Typically, we do something called nested cross-validation in order to first build a model with optimal hyperparameters, and then use that model to predict on unseen data. A nested cross-validation has two loops. The first, called the outer loop, separates the training data from the testing data. The second, called the inner loop, uses cross-validation on the training data only to select the best values of the model hyperparameters which give optimise a particular metric on the unseen inner loop testing data.
Take the metric to optimise to be the root-mean-squared-error. That is,
\[ \text{RMSE} = \sqrt{\frac{1}{n} \sum_{i=1}^{n} (y_i - \hat{y}_i)^2} \]
This can be computed with the following helper function, which takes a vector of observed values, and a vector of predicted values, and computes the RMSE.

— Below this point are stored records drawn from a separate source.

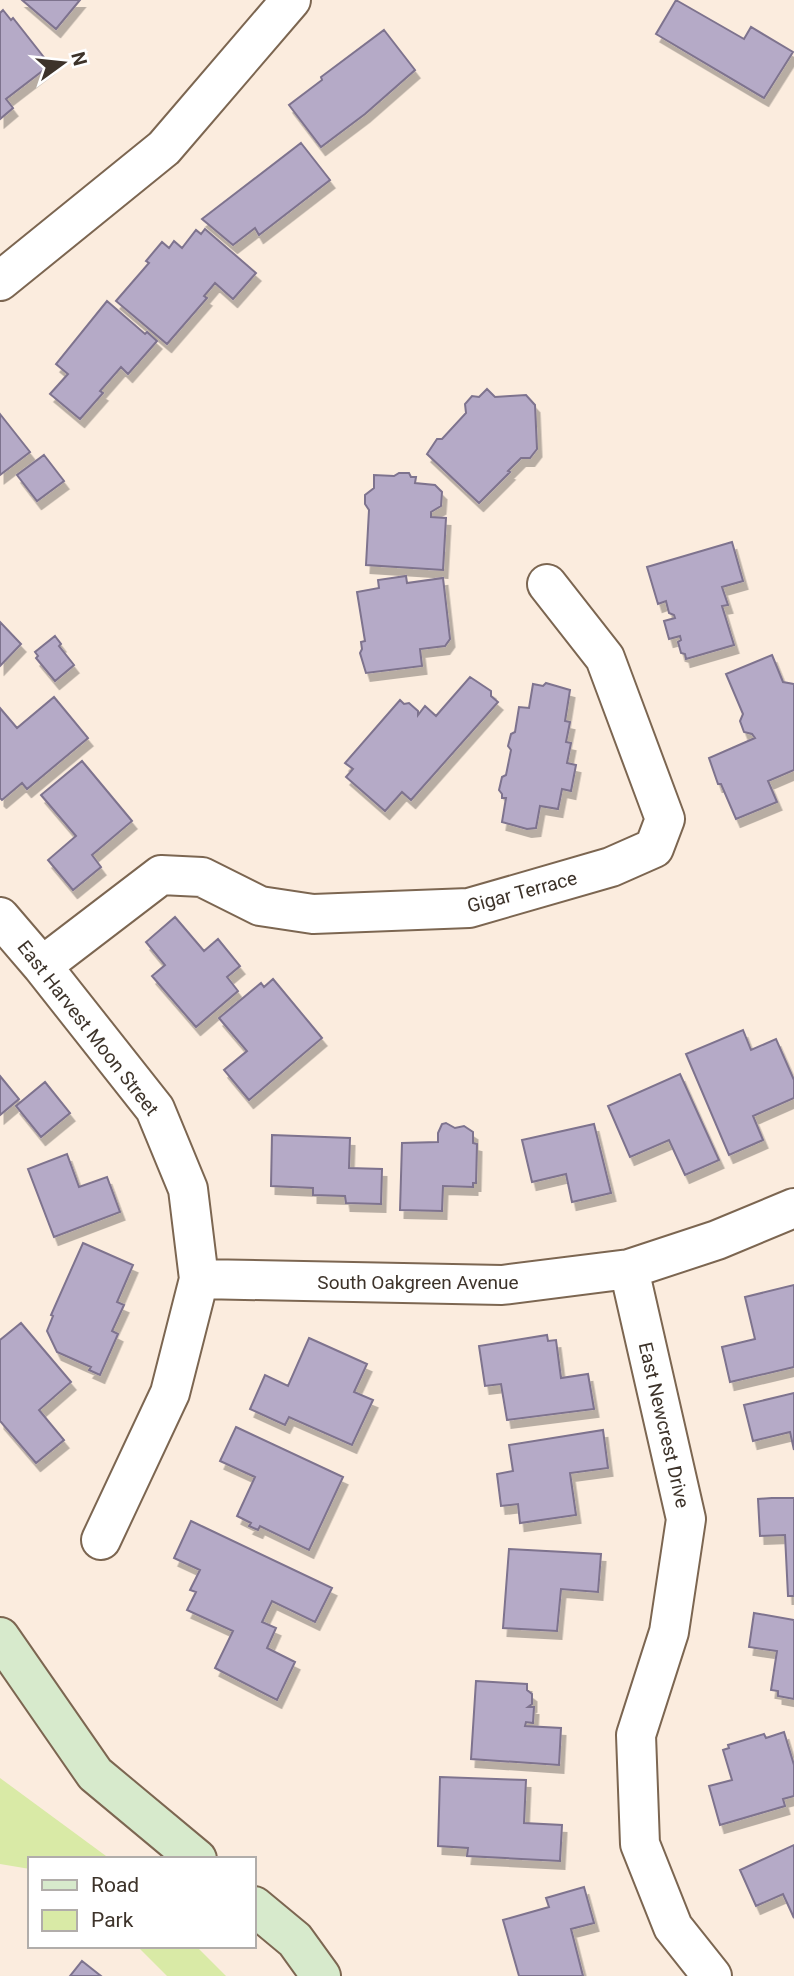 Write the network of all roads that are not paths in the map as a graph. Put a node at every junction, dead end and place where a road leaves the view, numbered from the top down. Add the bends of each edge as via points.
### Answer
1 (291, 0) edge
2 (0, 281) edge
3 (547, 584) dead end
4 (0, 917) edge
5 (42, 966) junction
6 (794, 1208) edge
7 (629, 1269) junction
8 (199, 1279) junction
9 (101, 1540) dead end
10 (0, 1637) edge
11 (195, 1857) edge
12 (256, 1908) edge
13 (321, 1976) edge
14 (712, 1976) edge

1 - 2 street via 164,148
3 - 5 street, Gigar Terrace via 606,658 665,819 654,848 611,867 469,908 313,914 260,906 202,877 161,875
4 - 5 street, East Harvest Moon Street
5 - 8 street, East Harvest Moon Street via 155,1109 188,1189
6 - 7 street, South Oakgreen Avenue
7 - 8 street, South Oakgreen Avenue via 502,1285
7 - 14 street, East Newcrest Drive via 686,1519 669,1632 636,1735 640,1844 673,1927
8 - 9 street, East Harvest Moon Street via 170,1393
10 - 11 street via 95,1774
12 - 13 street via 295,1940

rmse <- function(obs, pred) {
sqrt(mean((obs - pred) ^ 2, na.rm = TRUE))
}
The following code chunk manually codes a nested 10-fold cross validation with a ridge regression model. Read through the code and make sure you understand the underlying process - you will be modifying this code for the rest of the exercise.
# Make a dataframe from the response and all the predictors
df_predict = df_all %>%
dplyr::select(response, a1cf:zzz3)
# Select the response as a numeric vector, y
y_vec = df_predict %>%
dplyr::select(response) %>%
as.matrix()
# Select the predictors as a numeric matrix, X. The columns are predictors and the rows are samples.
X_mat = df_predict %>%
dplyr::select(-response) %>%
as.matrix()
# Specify the number of folds for the outer cross-validation loop
n_outer <- 10
# Specify the number of folds for the inner cross-validation loop
n_inner <- 5
# Select the options for the hyperparameter lambda to tune in the inner loop
lambda_grid <-
c(0.001, 0.005, 0.01, 0.05, 0.1, 0.5, 1, 2, 3, 4, 5, 10, 20, 50, 100)

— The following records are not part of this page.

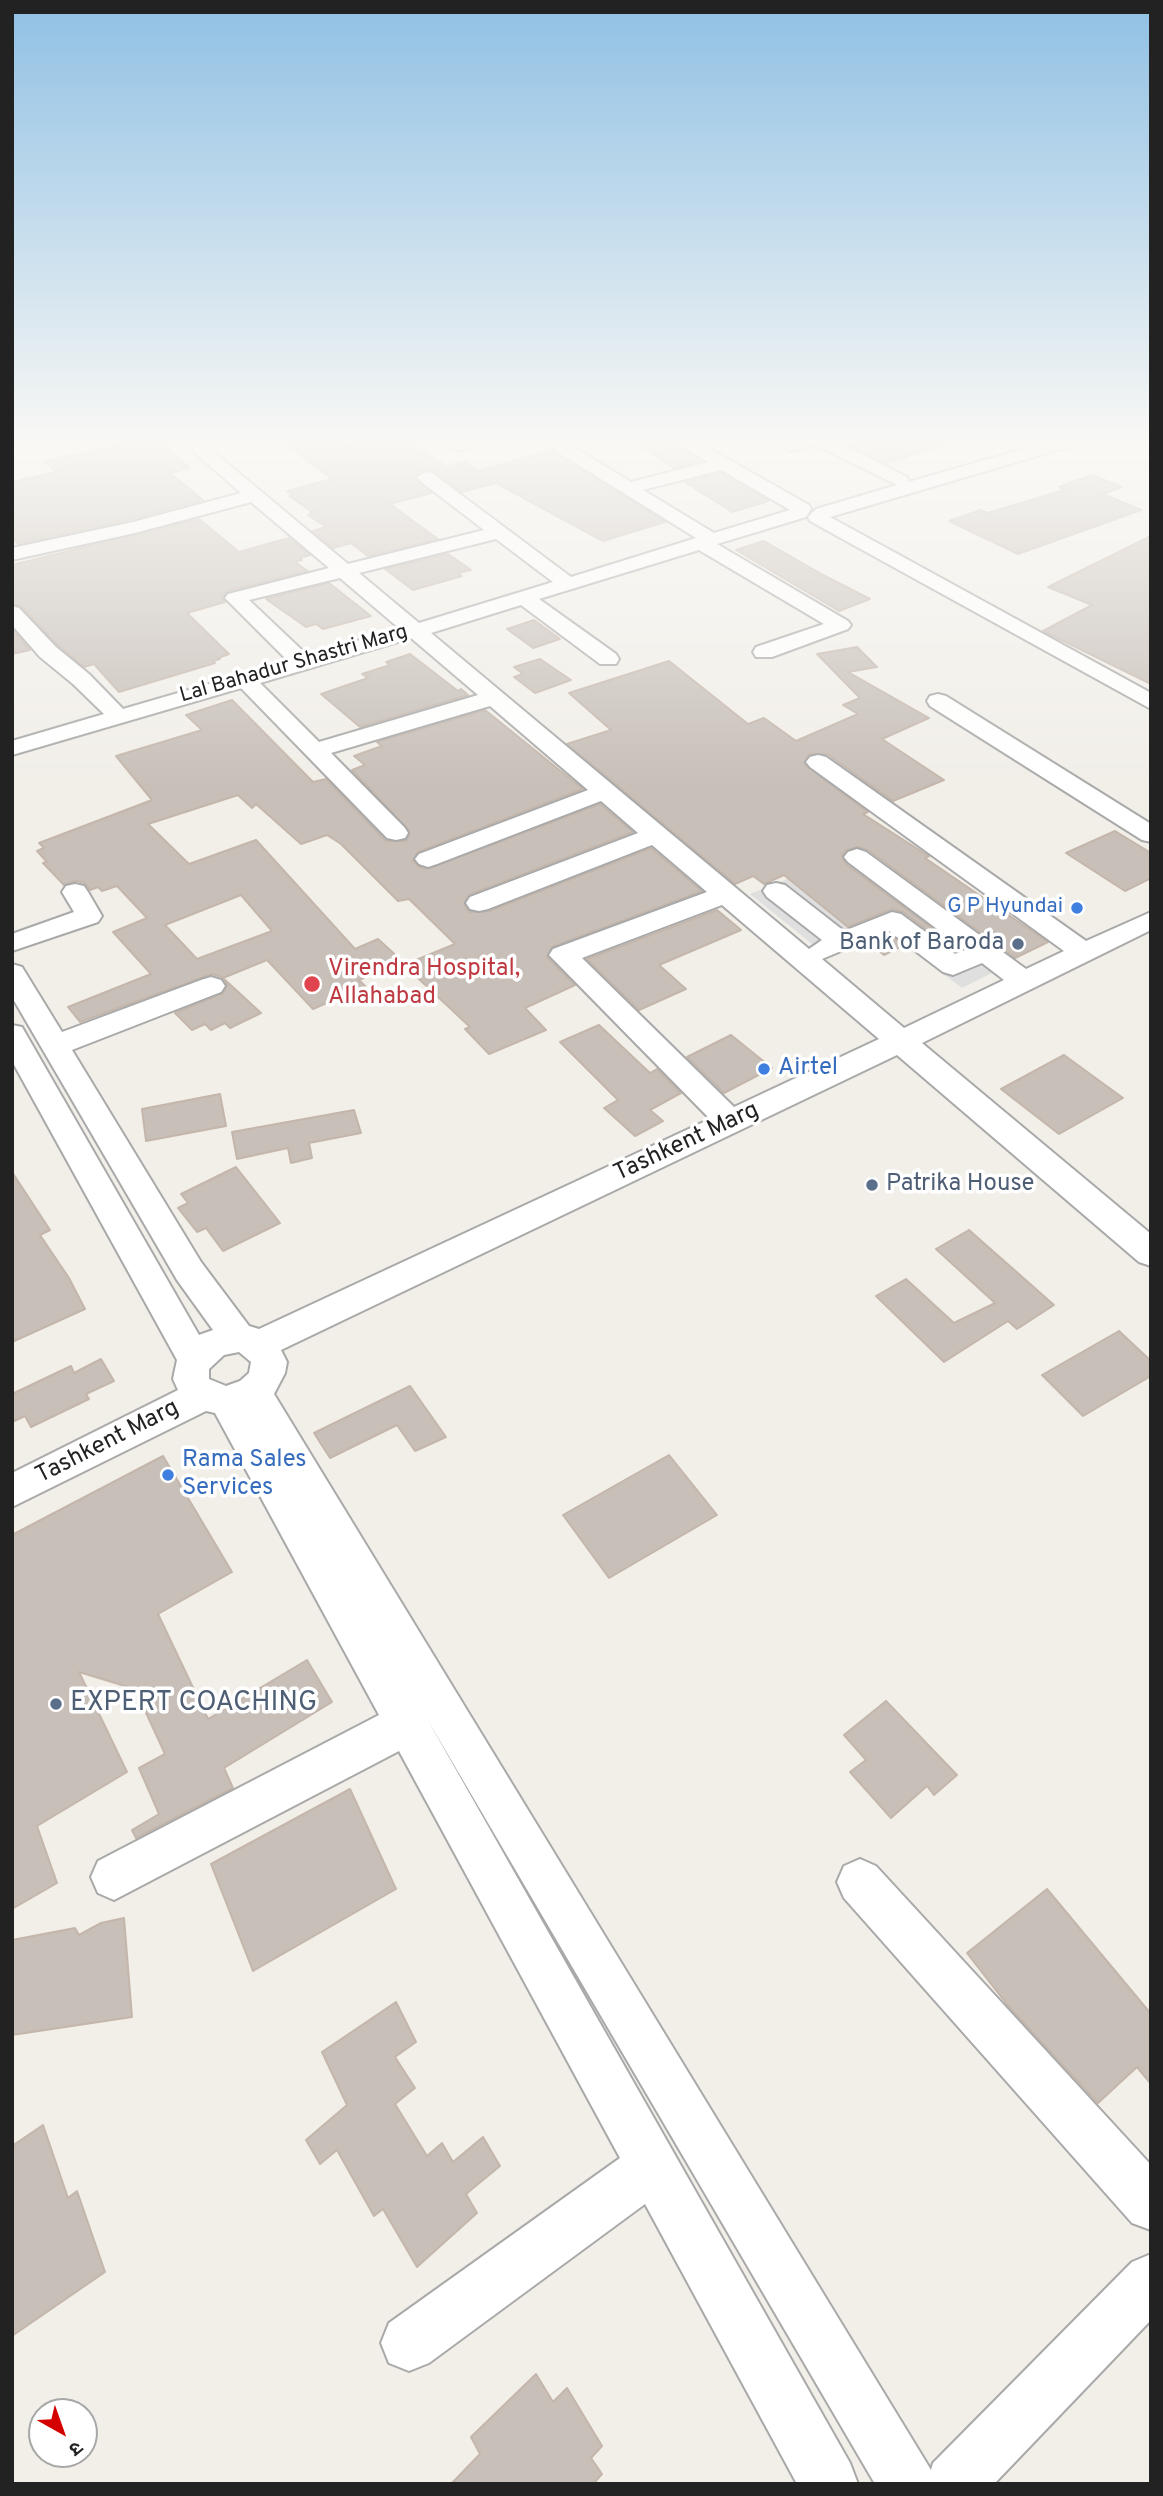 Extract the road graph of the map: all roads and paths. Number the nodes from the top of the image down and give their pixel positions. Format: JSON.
{"nodes":[{"id":1,"x":323,"y":553,"type":"edge"},
{"id":2,"x":413,"y":553,"type":"edge"},
{"id":3,"x":528,"y":553,"type":"edge"},
{"id":4,"x":667,"y":553,"type":"edge"},
{"id":5,"x":727,"y":553,"type":"edge"},
{"id":6,"x":883,"y":553,"type":"edge"},
{"id":7,"x":343,"y":571,"type":"junction"},
{"id":8,"x":568,"y":584,"type":"junction"},
{"id":9,"x":523,"y":597,"type":"junction"},
{"id":10,"x":12,"y":612,"type":"edge"},
{"id":11,"x":414,"y":631,"type":"junction"},
{"id":12,"x":764,"y":652,"type":"dead end"},
{"id":13,"x":607,"y":659,"type":"dead end"},
{"id":14,"x":302,"y":662,"type":"junction"},
{"id":15,"x":245,"y":680,"type":"junction"},
{"id":16,"x":493,"y":698,"type":"junction"},
{"id":17,"x":938,"y":701,"type":"dead end"},
{"id":18,"x":1151,"y":702,"type":"edge"},
{"id":19,"x":118,"y":716,"type":"junction"},
{"id":20,"x":12,"y":748,"type":"edge"},
{"id":21,"x":314,"y":751,"type":"junction"},
{"id":22,"x":818,"y":762,"type":"dead end"},
{"id":23,"x":606,"y":791,"type":"junction"},
{"id":24,"x":396,"y":833,"type":"dead end"},
{"id":25,"x":656,"y":835,"type":"junction"},
{"id":26,"x":1151,"y":835,"type":"edge"},
{"id":27,"x":856,"y":857,"type":"dead end"},
{"id":28,"x":428,"y":859,"type":"dead end"},
{"id":29,"x":776,"y":891,"type":"dead end"},
{"id":30,"x":75,"y":892,"type":"dead end"},
{"id":31,"x":727,"y":894,"type":"junction"},
{"id":32,"x":479,"y":903,"type":"dead end"},
{"id":33,"x":922,"y":906,"type":"junction"},
{"id":34,"x":892,"y":920,"type":"junction"},
{"id":35,"x":1151,"y":920,"type":"edge"},
{"id":36,"x":12,"y":943,"type":"edge"},
{"id":37,"x":1151,"y":943,"type":"edge"},
{"id":38,"x":984,"y":952,"type":"junction"},
{"id":39,"x":1085,"y":953,"type":"junction"},
{"id":40,"x":12,"y":973,"type":"edge"},
{"id":41,"x":1025,"y":982,"type":"junction"},
{"id":42,"x":211,"y":986,"type":"dead end"},
{"id":43,"x":12,"y":1034,"type":"edge"},
{"id":44,"x":55,"y":1045,"type":"junction"},
{"id":45,"x":908,"y":1047,"type":"junction"},
{"id":46,"x":731,"y":1122,"type":"junction"},
{"id":47,"x":1151,"y":1253,"type":"edge"},
{"id":48,"x":229,"y":1372,"type":"junction"},
{"id":49,"x":12,"y":1467,"type":"edge"},
{"id":50,"x":12,"y":1491,"type":"edge"},
{"id":51,"x":406,"y":1724,"type":"junction"},
{"id":52,"x":114,"y":1877,"type":"dead end"},
{"id":53,"x":860,"y":1882,"type":"dead end"},
{"id":54,"x":652,"y":2167,"type":"junction"},
{"id":55,"x":1151,"y":2204,"type":"edge"},
{"id":56,"x":1151,"y":2281,"type":"edge"},
{"id":57,"x":409,"y":2343,"type":"dead end"},
{"id":58,"x":829,"y":2484,"type":"edge"},
{"id":59,"x":908,"y":2484,"type":"edge"},
{"id":60,"x":954,"y":2484,"type":"edge"}],
"edges":[{"from":1,"to":7,"type":"street"},
{"from":2,"to":7,"type":"street"},
{"from":3,"to":8,"type":"street"},
{"from":4,"to":8,"type":"street","name":"Lal Bahadur Shastri Marg"},
{"from":5,"to":12,"type":"street"},
{"from":6,"to":18,"type":"street"},
{"from":7,"to":11,"type":"street"},
{"from":7,"to":14,"type":"street"},
{"from":8,"to":9,"type":"street","name":"Lal Bahadur Shastri Marg"},
{"from":9,"to":11,"type":"street","name":"Lal Bahadur Shastri Marg"},
{"from":9,"to":13,"type":"street"},
{"from":10,"to":19,"type":"street"},
{"from":11,"to":14,"type":"street","name":"Lal Bahadur Shastri Marg"},
{"from":11,"to":16,"type":"street"},
{"from":14,"to":15,"type":"street","name":"Lal Bahadur Shastri Marg"},
{"from":15,"to":19,"type":"street","name":"Lal Bahadur Shastri Marg"},
{"from":15,"to":21,"type":"street"},
{"from":16,"to":21,"type":"street"},
{"from":16,"to":23,"type":"street"},
{"from":17,"to":26,"type":"street"},
{"from":19,"to":20,"type":"street","name":"Lal Bahadur Shastri Marg"},
{"from":21,"to":24,"type":"street"},
{"from":22,"to":39,"type":"street"},
{"from":23,"to":25,"type":"street"},
{"from":23,"to":28,"type":"street"},
{"from":25,"to":31,"type":"street"},
{"from":25,"to":32,"type":"street"},
{"from":27,"to":33,"type":"street"},
{"from":29,"to":34,"type":"street"},
{"from":30,"to":36,"type":"street"},
{"from":31,"to":45,"type":"street"},
{"from":31,"to":46,"type":"street"},
{"from":33,"to":34,"type":"street"},
{"from":33,"to":38,"type":"street"},
{"from":34,"to":38,"type":"street"},
{"from":35,"to":39,"type":"street","name":"Tashkent Marg"},
{"from":37,"to":45,"type":"street","name":"Tashkent Marg"},
{"from":38,"to":41,"type":"street"},
{"from":39,"to":41,"type":"street","name":"Tashkent Marg"},
{"from":40,"to":44,"type":"street"},
{"from":41,"to":45,"type":"street","name":"Tashkent Marg"},
{"from":42,"to":44,"type":"street"},
{"from":43,"to":48,"type":"street"},
{"from":44,"to":48,"type":"street"},
{"from":45,"to":46,"type":"street","name":"Tashkent Marg"},
{"from":45,"to":47,"type":"street"},
{"from":45,"to":48,"type":"street","name":"Tashkent Marg"},
{"from":46,"to":48,"type":"street","name":"Tashkent Marg"},
{"from":48,"to":49,"type":"street","name":"Tashkent Marg"},
{"from":48,"to":50,"type":"street","name":"Tashkent Marg"},
{"from":48,"to":51,"type":"street"},
{"from":48,"to":59,"type":"street"},
{"from":51,"to":52,"type":"street"},
{"from":51,"to":54,"type":"street"},
{"from":53,"to":55,"type":"street"},
{"from":54,"to":57,"type":"street"},
{"from":54,"to":58,"type":"street"},
{"from":56,"to":60,"type":"street"}]}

# Extract the number of observations
n <- nrow(X_mat)
# Create the outer-layer folds using the createFolds() function
folds_outer <- createFolds(y_vec, k = n_outer, list = TRUE, returnTrain = FALSE)
# Initialise a list to store results for each fold
outer_results <- vector("list", n_outer)
# Name the elements of this list
names(outer_results) <- paste0("fold", seq_len(n_outer))
# Initialise a vector to store the predictions for each of the n observations
y_pred_all <- rep(NA_real_, n)
# Now, start the nested cross-validation loop
for (i in seq_len(n_outer)) {
# For fold i
# Set the testing set as fold i
## Extract the test set row numbers corresponding to the ith fold
test_idx <- folds_outer[[i]]
# The training set is formed of all the other observations
## Extract the training set row numbers by removing the testing set indices from all of the indices
train_idx <- setdiff(seq_len(n), test_idx)
# Training data
## Select only the training set rows from the predictors and response
X_train_outer <- X_mat[train_idx, ]
y_train_outer <- y_vec[train_idx]
# Testing data
## Select only the testing set rows from the predictors and response
X_test_outer <- X_mat[test_idx, ]
y_test_outer <- y_vec[test_idx]
# Inner cross-validation loop #
# Create folds on the training data only
## First, randomly permute the row numbers
perm_inner <- sample(length(train_idx))
# Now, cut this random permutation n_inner times
folds_inner <-
split(perm_inner, cut(
seq_along(perm_inner),
breaks = n_inner,
labels = FALSE
))
# Initialise a matrix to save the RMSE values for models trained on each hyperparameter option
## This is a matrix where each column is a different fold, each row is a different hyperparameter option
## The entries are the RMSE of the model when predicting on the held-out data
inner_rmse_mat <-
matrix(NA_real_, nrow = n_inner, ncol = length(lambda_grid))
# Initialise inner-loop
for (j in seq_len(n_inner)) {
# For each inner fold
# Extract the indices of the testing data in the inner loop
## Careful - these indices are relative to the training data and not to the full data
test_idx_in_train <- folds_inner[[j]]
# We extract the indices relative to the full data like so
test_idx_full <- train_idx[test_idx_in_train]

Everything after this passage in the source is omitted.